LING571

Homework 1

Due 10/6/05

 

 

      Read J&M Chapter 9 before working on Ex 1-3.

 

  1. (35 pts) Finish Exercise 9.2 on Page 355 in J&M, using the following tagset:

(a)    POS tags:

- N, V, P (preposition), Adj, Adv, Pron, Det, Conj

                        - CD (cardinal number),  PDT (pre-determiner), RP (particle), etc.

 

(b)   Syntactic tags: NP, VP, PP, AdjP, AdvP, S, etc.

 

      %%%%%%

     There are no unique answers for the parse trees.  You will get full credits as long as the

     parse trees look reasonable.

 

 

  1. (20 pts) List ten sentences that can be generated by the following context-free grammar:

(a)    S    => NP VP

(b)   NP => N

(c)    NP => Det N

(d)   NP => NP PP

(e)    VP => V NP

(f)     VP => VP PP

(g)    PP =>  P NP

 

(h)    N => book / Mary / store / card

(i)      Det => the

(j)     V => bought / is / was

(k)   P => in/with

 

%%%%%

Examples: (each sentence is worth 2 points)

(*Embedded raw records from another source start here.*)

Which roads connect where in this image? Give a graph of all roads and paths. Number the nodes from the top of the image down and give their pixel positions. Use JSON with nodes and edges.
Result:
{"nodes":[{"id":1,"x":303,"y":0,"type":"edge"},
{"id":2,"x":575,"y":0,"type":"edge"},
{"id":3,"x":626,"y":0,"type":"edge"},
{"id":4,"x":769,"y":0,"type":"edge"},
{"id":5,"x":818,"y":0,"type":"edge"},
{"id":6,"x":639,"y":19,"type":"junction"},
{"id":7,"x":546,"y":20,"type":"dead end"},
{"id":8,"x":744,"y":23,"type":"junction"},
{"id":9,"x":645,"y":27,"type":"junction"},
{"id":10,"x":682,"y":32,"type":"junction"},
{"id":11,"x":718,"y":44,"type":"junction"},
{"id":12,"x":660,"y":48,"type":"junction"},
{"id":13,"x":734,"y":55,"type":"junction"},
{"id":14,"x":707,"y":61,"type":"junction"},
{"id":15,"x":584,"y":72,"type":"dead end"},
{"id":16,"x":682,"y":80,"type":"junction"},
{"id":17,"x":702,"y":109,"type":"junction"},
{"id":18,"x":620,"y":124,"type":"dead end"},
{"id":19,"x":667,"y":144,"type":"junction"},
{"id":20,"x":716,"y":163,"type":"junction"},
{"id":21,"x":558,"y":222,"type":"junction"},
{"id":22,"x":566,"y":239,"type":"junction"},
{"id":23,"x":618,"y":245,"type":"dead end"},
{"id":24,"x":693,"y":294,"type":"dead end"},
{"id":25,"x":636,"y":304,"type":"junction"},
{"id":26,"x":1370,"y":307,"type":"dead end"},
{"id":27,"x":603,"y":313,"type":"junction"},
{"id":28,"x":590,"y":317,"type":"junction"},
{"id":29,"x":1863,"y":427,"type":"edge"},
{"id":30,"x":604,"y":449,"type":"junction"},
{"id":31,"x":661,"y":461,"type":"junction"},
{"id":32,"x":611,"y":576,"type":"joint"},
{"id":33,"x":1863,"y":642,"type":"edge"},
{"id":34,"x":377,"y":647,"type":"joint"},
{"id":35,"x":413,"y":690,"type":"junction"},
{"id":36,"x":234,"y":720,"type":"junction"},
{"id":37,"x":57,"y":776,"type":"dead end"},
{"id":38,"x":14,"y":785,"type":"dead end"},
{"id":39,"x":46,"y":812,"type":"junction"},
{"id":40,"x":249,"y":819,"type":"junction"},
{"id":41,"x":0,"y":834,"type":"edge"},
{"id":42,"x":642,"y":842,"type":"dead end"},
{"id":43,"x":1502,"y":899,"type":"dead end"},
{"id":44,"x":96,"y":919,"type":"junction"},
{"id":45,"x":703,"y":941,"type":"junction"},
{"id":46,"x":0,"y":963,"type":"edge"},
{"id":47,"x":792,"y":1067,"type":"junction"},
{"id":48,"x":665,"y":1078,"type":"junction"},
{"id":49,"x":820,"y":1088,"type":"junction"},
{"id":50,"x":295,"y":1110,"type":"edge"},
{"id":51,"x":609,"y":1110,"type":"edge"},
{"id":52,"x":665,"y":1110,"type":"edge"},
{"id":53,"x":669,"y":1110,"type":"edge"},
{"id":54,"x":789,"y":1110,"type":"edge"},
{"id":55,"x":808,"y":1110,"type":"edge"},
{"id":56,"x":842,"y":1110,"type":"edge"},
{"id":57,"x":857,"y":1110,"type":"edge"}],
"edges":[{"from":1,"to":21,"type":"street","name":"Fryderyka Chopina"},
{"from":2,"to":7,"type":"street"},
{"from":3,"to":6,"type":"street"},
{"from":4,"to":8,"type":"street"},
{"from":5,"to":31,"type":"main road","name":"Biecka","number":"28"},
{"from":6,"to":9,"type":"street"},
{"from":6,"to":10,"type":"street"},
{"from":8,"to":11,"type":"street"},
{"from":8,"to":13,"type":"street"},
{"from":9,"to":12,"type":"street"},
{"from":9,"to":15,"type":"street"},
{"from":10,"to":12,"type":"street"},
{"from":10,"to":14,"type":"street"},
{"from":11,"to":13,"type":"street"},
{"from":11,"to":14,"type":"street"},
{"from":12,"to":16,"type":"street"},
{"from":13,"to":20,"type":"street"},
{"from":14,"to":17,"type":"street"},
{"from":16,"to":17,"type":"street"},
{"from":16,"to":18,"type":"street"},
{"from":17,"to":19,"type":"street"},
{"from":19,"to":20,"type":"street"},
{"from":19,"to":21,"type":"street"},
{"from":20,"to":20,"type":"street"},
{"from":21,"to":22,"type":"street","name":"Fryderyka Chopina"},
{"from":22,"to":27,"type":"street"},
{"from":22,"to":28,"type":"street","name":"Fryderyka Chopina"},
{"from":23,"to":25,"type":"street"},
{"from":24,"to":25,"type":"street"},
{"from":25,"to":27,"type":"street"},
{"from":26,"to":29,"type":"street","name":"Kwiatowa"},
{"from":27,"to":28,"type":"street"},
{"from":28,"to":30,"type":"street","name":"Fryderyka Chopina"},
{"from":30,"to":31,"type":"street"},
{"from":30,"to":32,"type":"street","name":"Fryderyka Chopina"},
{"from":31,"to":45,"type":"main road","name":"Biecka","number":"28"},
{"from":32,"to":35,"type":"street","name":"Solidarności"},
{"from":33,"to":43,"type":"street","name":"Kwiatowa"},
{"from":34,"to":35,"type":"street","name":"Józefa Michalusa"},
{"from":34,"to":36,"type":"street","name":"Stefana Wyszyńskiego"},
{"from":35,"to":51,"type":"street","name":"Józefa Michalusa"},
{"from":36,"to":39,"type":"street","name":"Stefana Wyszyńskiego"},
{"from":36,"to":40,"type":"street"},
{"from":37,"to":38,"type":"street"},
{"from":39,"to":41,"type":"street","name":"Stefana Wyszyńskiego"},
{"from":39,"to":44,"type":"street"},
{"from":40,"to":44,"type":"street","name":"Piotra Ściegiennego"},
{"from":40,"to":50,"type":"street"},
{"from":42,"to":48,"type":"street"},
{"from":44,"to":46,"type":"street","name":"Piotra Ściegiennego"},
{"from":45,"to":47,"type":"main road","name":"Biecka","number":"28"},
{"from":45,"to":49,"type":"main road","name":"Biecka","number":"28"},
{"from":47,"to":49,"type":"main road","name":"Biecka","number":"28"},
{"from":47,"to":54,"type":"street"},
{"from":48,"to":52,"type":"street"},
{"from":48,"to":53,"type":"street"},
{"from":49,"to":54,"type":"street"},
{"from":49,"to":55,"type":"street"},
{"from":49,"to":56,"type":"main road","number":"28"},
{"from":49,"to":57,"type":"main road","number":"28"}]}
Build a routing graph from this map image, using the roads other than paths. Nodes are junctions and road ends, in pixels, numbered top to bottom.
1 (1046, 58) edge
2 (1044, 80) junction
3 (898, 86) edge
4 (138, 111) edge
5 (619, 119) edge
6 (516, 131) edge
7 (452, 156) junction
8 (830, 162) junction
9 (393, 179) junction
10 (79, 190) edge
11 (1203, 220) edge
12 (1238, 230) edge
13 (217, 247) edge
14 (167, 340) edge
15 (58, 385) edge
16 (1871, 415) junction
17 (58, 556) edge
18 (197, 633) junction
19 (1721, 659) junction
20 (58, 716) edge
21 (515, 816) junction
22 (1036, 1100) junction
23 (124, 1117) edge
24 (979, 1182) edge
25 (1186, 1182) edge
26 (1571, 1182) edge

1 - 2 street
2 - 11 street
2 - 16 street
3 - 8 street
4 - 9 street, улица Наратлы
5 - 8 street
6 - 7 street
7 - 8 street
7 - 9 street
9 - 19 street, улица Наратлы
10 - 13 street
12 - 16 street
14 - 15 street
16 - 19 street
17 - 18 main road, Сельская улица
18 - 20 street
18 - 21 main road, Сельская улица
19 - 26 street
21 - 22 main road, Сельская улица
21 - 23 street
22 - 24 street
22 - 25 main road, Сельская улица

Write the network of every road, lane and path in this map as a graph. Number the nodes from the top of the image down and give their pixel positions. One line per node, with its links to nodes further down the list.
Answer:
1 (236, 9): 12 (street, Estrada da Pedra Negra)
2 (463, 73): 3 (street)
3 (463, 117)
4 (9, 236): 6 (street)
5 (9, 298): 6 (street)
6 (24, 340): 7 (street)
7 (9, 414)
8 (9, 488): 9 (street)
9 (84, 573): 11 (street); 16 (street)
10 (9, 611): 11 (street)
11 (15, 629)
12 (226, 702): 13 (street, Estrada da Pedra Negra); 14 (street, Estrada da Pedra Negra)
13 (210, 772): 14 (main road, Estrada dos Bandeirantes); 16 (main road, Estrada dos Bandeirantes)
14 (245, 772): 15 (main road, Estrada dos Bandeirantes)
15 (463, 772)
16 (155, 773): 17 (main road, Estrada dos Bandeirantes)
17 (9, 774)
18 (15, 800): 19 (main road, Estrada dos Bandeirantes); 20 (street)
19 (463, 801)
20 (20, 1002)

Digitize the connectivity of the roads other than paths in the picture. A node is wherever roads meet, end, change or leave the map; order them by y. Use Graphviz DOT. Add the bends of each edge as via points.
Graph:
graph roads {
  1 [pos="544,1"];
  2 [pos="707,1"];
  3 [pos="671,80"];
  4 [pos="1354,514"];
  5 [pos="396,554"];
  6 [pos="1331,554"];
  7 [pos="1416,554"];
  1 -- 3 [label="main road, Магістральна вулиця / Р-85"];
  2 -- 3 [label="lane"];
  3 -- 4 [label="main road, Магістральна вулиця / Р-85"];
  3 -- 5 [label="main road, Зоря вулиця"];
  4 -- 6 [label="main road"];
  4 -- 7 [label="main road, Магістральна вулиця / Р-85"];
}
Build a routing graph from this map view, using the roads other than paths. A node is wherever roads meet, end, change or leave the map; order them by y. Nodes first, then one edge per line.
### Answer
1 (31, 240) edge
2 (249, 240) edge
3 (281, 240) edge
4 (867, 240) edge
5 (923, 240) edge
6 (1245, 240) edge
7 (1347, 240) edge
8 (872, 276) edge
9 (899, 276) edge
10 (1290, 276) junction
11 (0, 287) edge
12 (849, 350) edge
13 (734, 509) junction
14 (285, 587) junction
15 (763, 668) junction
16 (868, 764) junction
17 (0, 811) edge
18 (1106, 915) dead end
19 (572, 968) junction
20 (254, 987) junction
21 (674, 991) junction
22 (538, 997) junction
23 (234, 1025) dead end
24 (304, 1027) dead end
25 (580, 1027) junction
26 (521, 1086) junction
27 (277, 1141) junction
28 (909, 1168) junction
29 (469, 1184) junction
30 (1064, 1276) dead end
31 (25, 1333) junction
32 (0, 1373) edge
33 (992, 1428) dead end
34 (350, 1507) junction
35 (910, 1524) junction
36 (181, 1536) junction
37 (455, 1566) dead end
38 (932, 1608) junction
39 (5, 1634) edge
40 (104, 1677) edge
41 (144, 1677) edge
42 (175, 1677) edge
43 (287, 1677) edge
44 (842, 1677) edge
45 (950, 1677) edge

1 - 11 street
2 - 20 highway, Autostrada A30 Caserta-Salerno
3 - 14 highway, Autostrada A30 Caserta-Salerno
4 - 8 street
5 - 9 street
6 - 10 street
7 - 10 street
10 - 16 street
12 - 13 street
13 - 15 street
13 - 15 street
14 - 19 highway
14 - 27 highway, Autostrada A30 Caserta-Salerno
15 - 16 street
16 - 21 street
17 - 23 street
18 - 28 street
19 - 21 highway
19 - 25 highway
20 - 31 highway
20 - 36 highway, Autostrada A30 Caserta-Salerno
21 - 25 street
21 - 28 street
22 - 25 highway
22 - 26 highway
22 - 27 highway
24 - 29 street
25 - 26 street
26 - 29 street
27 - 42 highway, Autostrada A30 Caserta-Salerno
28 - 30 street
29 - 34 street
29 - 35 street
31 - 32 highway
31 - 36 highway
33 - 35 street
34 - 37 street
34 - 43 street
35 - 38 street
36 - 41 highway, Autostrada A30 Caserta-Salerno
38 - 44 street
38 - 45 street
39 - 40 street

      Mary bought the book in the store

      The book bought Mary    # it is semantically odd, but grammatical

      Mary bought the book in the store with the card

 

Note: sentences such as “Mary is in the store” cannot be generated by the grammar, because generating such a sentence requires either “VPèV PP” or “VPèV”. Neither rule is in the current grammar.

 

 

  1. (15 pts) Does the grammar in Ex 2 allow ungrammatical sentences? If so, list two of them. How can you modify the grammar so that the two sentences that you have chosen would no longer be possible under the new grammar?

 

%%%%%%%%%%%

“Ungrammatical” sentences mean the sentences that are ungrammatical with respect to English. In other words, English native speakers will say those sentences are illegal.

 

Some examples:  (each sentence is worth 5 points)

        Mary bought book in store

        The Mary bought book   

 

(This part is worth 5 points)

Singular nouns such as “book”/”store” need to follow a determiner in English, but the CFG above does not require that. Similarly, proper names such as “Mary” do not need the “determiner”.

 

Possible solutions: split symbols (e.g., split the tag N into many subclasses), or extend CFG to allow features.

                                 

       

  1. (30 pts) Given sentences (a)-(d):

(a)    The/Det   car/N    killed/V   the/Det   duck/N

(b)   The/Det   duck/N   died/V   under/P   her/Pron   car/N

(c)    We/Pron  duck/V   under/P   the/Det   car/N

(d)   We/Pron  retrieve/V  the/Det   poor/Adj  duck/N

 

Calculate the following probabilities:    %%% Each prob is worth 5 points.

1.      P (w2=duck | w1= the) = 2/5

2.      P (w1=the | w2 = duck) = 2/4 = 1/2

3.      P (w2 = duck | t2 = N) = 3/6 = 1/2

4.      P (w2 = duck | t1 = Det) = 2/5

5.      P (t2 = V | t1 = N) = 2/6 = 1/3

6.      P (t2 = P | t1 = V, t0 = N) = ½